Informed sources pointed out that this supply agreement is not unique to LG Chem, which means that Tesla may purchase batteries from other suppliers because the Model 3 manufacturer is preparing to start production in China later this year. It is Tesla's most important move to enter the world's largest new energy vehicle market.
Informed sources also said that Tesla plans to find a number of battery suppliers for its Chinese-made cars and has been negotiating a supply agreement with China's top battery manufacturer, Contemporary Amperex. Tesla has a long-standing relationship with Matsushita, which produces batteries in Tesla, Nevada.
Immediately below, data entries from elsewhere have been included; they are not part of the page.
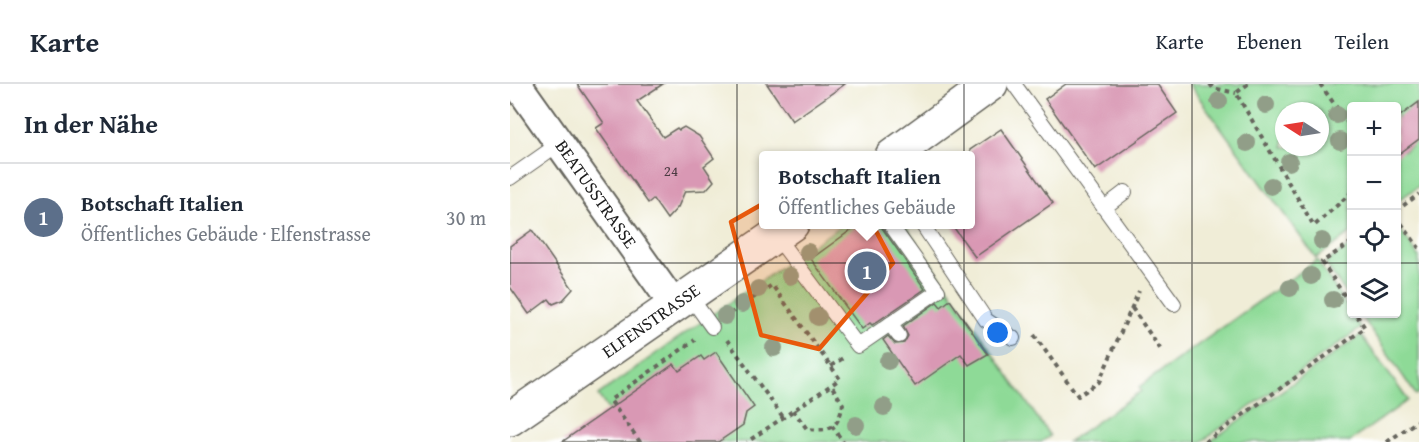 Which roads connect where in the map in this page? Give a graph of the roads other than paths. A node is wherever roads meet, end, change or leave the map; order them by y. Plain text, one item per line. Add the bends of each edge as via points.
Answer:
1 (517, 84) edge
2 (1014, 84) edge
3 (975, 89) edge
4 (560, 143) junction
5 (898, 151) edge
6 (510, 178) edge
7 (1125, 192) dead end
8 (1104, 208) junction
9 (893, 229) edge
10 (925, 229) edge
11 (784, 230) edge
12 (932, 294) junction
13 (681, 300) junction
14 (1174, 304) dead end
15 (941, 307) dead end
16 (890, 324) junction
17 (714, 326) road end
18 (899, 336) dead end
19 (1013, 338) dead end
20 (510, 419) edge

1 - 4 street, BEATUSSTRASSE
2 - 8 lane
3 - 5 street
4 - 6 lane
4 - 13 street, BEATUSSTRASSE
7 - 8 lane
8 - 14 lane
9 - 12 lane via 938,291
10 - 19 lane via 986,320
11 - 13 street, ELFENSTRASSE
11 - 16 lane via 858,346
12 - 15 lane
12 - 16 lane
13 - 17 lane
13 - 20 street, ELFENSTRASSE
16 - 18 lane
Ensuring battery supply is a key step in Tesla's CEO Elon Musk's expansion plans in China. As the US incentives for electric vehicles have gradually weakened, China is becoming an increasingly important market for this company that is still losing money.
Although Tesla has many supporters in China, thanks to the Chinese government's strong support for the industry, local competitors have taken the lead. Imported cars become more expensive due to tariffs, while locally-made electric cars enjoy government incentives.
For Seoul-based LG Chem, winning orders from high-profile customers like Tesla will strengthen its image as one of the world's emerging battery manufacturing giants.
The Korean company's share price rose by 3.9%, Panasonic's decline in Tokyo was 0.9%, and Shenzhen's CATL fell by 4.9%. A spokesperson for LG Chem said the company would not comment on customer-related issues. Tesla’s representative in China did not respond to multiple requests for comment, and the CATL representative declined to comment.
According to people familiar with the matter, Tesla's negotiations with CATL are still going on, but because the two sides are discussing technical specifications, they need more time. One person familiar with the matter said that LG Chem is more flexible in meeting Tesla's technical requirements.
One person familiar with the matter said that LG Chem will supply Tesla with the so-called 21700-type battery, which has a larger capacity than some older battery types. They will be produced at LG Chemical's Nanjing facility, which is approximately 320 kilometers west of Shanghai.
According to media reports, as a subsidiary of South Korea's fourth largest corporate group, LG Chemical is the world's second largest lithium-ion battery manufacturer. The company is seeking to reduce its reliance on chemical production by promoting sales of electric vehicle batteries, and it has reached an agreement with Volvo Cars to supply car batteries to Renault and General Motors.
On January 7 this year, Tesla broke ground in a factory on the outskirts of Shanghai. Previously, Tesla had been negotiating with the Chinese government for many years, hoping to become the first foreign automaker to have a manufacturing plant in China. Tesla plans to start producing cars at the plant by the end of 2019.
In this period of uncertainty for Tesla and China, Tesla is redoubled its efforts to enter the Chinese market. Although China's electric vehicle sales are rising, its growth has been curbed as a result of the government's phasing out of subsidies for electric vehicle purchases. China's overall auto market is experiencing a historic downturn, and the industry's total sales decline has been going on for more than a year.
Tesla is also facing fierce competition. Electric car giant BYD, backed by Warren Buffett's Berkshire Hathaway, and other domestic competitors, such as Xingui Weilai, are using Chinese-made cars to win Users favor. High-end competitors such as BMW and Daimler are also beginning to bring their electric models to market.